▶ **Brief**
The lines to find are those in the entries that hold the word "road"; copy every one of them.

Records from a data collection:
┏━━
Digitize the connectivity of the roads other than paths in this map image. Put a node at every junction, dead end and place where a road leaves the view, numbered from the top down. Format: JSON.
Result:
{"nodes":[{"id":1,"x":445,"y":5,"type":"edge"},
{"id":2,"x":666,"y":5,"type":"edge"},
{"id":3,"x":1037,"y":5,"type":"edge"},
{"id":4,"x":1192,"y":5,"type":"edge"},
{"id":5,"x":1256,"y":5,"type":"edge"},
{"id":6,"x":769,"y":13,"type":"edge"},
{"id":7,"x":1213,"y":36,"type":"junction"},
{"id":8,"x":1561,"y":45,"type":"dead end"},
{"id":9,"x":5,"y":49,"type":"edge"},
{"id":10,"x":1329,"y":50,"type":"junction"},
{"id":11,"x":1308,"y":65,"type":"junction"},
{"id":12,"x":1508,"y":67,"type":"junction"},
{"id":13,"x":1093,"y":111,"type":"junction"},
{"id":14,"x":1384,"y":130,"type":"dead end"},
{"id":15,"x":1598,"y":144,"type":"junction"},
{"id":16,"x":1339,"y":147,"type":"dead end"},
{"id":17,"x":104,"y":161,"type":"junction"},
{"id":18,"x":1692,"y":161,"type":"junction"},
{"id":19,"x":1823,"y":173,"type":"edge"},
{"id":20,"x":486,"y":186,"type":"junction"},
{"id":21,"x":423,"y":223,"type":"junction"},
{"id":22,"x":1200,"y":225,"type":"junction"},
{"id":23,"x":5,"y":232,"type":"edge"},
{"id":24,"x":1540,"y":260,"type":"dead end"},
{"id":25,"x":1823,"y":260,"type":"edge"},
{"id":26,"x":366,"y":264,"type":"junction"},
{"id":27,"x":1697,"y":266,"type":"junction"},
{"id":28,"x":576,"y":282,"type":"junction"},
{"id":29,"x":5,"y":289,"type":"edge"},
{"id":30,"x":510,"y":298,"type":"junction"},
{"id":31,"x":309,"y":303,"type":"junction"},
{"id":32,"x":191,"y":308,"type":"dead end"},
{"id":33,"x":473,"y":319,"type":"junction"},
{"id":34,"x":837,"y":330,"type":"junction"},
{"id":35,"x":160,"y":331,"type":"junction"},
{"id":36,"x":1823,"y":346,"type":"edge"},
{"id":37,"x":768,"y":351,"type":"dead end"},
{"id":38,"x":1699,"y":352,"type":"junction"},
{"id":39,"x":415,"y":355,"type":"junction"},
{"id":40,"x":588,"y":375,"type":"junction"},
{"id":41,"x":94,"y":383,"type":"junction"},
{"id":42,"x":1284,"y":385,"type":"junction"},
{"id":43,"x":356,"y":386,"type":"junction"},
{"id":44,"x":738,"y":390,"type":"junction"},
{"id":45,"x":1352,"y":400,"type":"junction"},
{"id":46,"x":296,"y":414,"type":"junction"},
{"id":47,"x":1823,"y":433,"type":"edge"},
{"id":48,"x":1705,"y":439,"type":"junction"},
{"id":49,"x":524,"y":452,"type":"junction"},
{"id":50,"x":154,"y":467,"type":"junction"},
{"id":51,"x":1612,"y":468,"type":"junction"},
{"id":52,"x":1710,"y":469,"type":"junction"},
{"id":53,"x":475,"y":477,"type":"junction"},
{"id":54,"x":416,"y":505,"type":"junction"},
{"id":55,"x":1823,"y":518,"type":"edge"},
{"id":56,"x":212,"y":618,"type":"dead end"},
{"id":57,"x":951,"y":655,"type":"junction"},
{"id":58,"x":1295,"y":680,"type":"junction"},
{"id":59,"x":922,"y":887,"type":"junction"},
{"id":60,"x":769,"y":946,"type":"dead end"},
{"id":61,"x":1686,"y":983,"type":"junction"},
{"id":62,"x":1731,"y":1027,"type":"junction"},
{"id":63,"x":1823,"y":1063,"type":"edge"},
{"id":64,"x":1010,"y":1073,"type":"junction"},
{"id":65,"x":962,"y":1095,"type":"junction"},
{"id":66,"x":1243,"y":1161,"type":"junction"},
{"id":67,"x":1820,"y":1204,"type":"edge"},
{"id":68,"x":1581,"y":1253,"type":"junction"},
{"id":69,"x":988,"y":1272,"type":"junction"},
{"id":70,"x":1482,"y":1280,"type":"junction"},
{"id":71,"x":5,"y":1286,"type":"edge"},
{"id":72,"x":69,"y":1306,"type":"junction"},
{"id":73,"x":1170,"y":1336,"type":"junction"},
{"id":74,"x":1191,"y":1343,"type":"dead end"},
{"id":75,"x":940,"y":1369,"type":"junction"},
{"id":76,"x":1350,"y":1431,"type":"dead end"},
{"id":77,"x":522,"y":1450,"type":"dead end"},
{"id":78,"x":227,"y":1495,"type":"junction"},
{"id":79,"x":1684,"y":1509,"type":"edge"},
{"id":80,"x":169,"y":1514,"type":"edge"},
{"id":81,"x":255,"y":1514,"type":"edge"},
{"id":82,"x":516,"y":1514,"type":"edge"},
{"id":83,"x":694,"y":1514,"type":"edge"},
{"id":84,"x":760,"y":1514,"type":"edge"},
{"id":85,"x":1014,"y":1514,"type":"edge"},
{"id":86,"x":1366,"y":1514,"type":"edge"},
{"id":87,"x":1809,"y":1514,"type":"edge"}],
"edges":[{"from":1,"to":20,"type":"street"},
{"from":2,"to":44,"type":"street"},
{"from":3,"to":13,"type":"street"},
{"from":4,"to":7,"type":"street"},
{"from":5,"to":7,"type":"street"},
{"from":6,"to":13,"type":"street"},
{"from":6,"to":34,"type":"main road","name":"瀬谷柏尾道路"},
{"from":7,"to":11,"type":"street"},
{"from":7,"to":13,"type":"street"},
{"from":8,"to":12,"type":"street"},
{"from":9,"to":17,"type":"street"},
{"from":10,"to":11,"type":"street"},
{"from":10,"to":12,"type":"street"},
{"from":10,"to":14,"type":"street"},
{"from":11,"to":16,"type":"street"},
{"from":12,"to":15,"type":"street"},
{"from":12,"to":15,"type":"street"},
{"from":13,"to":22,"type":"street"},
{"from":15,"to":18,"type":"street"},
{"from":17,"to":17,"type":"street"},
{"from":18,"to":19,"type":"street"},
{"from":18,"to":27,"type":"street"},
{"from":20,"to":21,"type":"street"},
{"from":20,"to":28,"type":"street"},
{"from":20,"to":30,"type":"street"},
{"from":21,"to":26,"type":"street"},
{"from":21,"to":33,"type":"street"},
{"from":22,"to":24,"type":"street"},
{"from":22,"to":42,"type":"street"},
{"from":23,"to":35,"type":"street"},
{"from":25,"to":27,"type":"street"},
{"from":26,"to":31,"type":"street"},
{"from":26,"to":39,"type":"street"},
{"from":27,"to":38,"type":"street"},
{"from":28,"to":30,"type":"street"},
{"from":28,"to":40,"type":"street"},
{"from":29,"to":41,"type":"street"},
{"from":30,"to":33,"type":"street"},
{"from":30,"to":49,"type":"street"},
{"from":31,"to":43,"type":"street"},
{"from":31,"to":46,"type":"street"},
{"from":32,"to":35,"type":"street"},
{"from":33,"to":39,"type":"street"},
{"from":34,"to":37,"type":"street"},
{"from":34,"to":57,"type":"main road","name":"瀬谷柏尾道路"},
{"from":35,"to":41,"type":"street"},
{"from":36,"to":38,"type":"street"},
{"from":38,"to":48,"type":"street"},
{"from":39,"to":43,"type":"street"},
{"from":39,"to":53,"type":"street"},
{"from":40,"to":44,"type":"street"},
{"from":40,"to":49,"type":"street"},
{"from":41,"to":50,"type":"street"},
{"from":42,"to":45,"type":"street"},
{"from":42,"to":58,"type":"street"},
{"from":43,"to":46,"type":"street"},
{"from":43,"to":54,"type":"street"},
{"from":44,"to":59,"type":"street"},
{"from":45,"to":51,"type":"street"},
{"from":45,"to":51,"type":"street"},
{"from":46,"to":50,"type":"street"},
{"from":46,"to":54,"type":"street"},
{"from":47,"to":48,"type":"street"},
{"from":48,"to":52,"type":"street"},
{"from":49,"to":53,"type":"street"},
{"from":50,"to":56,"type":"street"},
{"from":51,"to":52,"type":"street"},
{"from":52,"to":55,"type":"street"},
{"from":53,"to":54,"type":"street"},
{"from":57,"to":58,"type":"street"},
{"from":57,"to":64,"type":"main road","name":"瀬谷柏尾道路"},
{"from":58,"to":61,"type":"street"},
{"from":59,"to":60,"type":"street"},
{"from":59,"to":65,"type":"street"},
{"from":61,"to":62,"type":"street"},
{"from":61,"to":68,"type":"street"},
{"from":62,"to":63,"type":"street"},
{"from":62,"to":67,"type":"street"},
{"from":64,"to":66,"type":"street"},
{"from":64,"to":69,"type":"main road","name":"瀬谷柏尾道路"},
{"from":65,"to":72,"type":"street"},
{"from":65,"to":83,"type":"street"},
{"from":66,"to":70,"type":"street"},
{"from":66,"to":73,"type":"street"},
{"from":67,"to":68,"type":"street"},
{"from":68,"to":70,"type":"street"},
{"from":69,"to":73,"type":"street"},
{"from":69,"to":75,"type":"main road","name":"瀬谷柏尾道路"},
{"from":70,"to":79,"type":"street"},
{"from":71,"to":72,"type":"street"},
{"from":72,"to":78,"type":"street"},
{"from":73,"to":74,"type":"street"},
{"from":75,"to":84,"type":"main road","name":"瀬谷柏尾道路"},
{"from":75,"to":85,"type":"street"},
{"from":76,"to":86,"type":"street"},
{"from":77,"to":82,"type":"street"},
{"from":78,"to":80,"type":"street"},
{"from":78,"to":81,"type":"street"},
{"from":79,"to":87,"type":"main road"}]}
┗━━
▶ **Result of this task**
Digitize the connectivity of the roads other than paths in this map image. Put a node at every junction, dead end and place where a road leaves the view, numbered from the top down. Format: JSON.
{"from":6,"to":34,"type":"main road","name":"瀬谷柏尾道路"},
{"from":34,"to":57,"type":"main road","name":"瀬谷柏尾道路"},
{"from":57,"to":64,"type":"main road","name":"瀬谷柏尾道路"},
{"from":64,"to":69,"type":"main road","name":"瀬谷柏尾道路"},
{"from":69,"to":75,"type":"main road","name":"瀬谷柏尾道路"},
{"from":75,"to":84,"type":"main road","name":"瀬谷柏尾道路"},
{"from":79,"to":87,"type":"main road"}]}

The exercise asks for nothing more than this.